In a February 2026 paper for the Dallas Fed, the economist Lutz Kilian argues that what actually destabilized inflation in the 1970s was not the oil shocks Burns and his contemporaries kept citing (inflation was already running near 7% before the first oil crisis in October 1973), but the unprecedented U.S. monetary expansion that began in 1971 after the collapse of Bretton Woods. The Fed, Kilian writes, had a habit of explaining inflation in terms of "special factors," namely: unions, food, and oil. The deeper cause it kept overlooking was the monetary environment it had created.

That does not mean the next phase of the cycle will rhyme with the 1970s. Today's inflation prints come with explanations. This one was energy, the last was services, and the one before that was supply chains or tariffs. They have a familiar shape. Each story is plausible on its own. The risk isn't that any individual explanation is wrong. It is owning a portfolio that needs each of them, in turn, to be correct. That portfolio requires inflation to moderate in a textbook manner when the current special factor passes, and the next, and the next. In the 1970s, that bet was wrong for the better part of two decades.

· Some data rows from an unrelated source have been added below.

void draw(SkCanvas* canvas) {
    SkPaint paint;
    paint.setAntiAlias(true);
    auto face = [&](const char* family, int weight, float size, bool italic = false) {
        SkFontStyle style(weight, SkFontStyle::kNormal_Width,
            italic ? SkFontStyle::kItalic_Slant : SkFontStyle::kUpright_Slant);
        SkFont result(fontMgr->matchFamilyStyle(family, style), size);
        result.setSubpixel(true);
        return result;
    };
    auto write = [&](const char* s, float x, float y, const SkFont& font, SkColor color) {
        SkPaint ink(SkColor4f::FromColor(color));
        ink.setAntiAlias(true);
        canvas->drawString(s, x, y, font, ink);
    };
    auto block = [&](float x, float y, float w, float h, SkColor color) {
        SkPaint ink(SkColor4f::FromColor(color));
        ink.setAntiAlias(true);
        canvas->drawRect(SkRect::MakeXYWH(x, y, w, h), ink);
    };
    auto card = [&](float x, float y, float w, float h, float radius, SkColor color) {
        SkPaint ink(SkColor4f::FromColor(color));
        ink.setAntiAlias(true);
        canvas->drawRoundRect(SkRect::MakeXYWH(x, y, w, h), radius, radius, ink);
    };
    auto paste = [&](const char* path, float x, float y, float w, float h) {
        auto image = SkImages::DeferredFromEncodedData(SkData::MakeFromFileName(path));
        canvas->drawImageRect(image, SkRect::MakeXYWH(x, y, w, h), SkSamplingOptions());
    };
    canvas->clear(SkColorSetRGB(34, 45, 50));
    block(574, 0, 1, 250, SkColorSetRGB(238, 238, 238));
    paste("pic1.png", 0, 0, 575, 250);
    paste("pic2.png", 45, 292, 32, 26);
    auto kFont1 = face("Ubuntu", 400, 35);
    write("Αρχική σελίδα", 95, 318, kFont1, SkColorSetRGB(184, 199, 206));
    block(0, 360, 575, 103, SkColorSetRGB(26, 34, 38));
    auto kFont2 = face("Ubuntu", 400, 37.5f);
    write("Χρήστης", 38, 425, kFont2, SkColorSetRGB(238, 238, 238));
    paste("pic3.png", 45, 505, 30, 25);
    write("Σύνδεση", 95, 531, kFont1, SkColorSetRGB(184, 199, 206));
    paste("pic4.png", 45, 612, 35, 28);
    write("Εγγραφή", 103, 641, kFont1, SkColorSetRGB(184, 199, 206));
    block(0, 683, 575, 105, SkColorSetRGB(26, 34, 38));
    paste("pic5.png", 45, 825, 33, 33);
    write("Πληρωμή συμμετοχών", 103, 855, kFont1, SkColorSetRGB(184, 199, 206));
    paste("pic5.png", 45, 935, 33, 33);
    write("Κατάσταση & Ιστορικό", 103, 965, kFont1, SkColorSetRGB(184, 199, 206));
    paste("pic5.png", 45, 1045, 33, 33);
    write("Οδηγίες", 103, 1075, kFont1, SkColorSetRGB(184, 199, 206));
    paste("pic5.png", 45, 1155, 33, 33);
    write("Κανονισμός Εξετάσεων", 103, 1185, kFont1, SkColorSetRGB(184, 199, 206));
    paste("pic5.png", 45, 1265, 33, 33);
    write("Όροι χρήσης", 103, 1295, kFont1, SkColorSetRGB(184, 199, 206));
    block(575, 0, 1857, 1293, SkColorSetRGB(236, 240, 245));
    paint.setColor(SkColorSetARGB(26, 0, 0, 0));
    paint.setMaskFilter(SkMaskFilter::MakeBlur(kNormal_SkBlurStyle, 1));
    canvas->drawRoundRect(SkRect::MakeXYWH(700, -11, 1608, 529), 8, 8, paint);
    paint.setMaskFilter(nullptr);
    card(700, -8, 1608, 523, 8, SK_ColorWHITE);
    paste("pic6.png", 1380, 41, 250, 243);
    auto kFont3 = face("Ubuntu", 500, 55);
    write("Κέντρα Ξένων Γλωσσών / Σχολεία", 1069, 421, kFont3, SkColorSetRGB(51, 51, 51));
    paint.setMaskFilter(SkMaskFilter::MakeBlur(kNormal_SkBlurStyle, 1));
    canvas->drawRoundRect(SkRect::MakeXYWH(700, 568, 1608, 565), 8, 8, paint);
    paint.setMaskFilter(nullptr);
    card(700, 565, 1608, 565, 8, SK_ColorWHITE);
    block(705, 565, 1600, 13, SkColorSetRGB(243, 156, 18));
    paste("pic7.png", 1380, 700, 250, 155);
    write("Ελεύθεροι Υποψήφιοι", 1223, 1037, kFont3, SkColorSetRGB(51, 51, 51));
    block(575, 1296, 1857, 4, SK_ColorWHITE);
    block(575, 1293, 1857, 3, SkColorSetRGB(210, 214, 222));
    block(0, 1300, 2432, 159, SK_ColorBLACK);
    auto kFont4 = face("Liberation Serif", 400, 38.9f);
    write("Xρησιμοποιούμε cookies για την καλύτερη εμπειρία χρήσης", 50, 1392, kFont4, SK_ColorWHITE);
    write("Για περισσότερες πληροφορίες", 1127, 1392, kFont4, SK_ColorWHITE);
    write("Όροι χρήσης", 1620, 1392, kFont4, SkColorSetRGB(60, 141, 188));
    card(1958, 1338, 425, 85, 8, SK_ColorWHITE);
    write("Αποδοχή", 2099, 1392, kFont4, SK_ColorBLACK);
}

The Fed without a clean path

The U.S. economy is not in recessionary trouble in any immediate, obvious sense. It is, however, putting the central bank in a more constrained position than it was even a few months ago:

  • Real GDP increased at a 2.0% annualized rate in Q1 2026, but the PCE price index rose at a 4.5% annualized pace, with core PCE up 4.3%.
  • April payrolls rose by 115,000, the unemployment rate held at 4.3%, and, per the Bureau of Labor Statistics, payroll employment shows “little net change” over the prior twelve months.
  • April CPI rose 0.6% month-over-month and 3.8% year-over-year, after March’s 0.9% monthly increase. Energy rose another 3.8% in April and accounted for more than 40% of the monthly CPI increase; core CPI rose 0.4% month-over-month and 2.8% year-over-year.
  • The Fed’s April 29 FOMC statement described economic activity as expanding at a solid pace, job gains as low on average, inflation as elevated partly because of global energy prices, and developments in the Middle East as contributing to a high level of uncertainty.

The Fed cannot cut aggressively without risking a reacceleration of inflation that has already proved sticky. It cannot stay restrictive without further softening a labor market that has cooled but has not gone cold. 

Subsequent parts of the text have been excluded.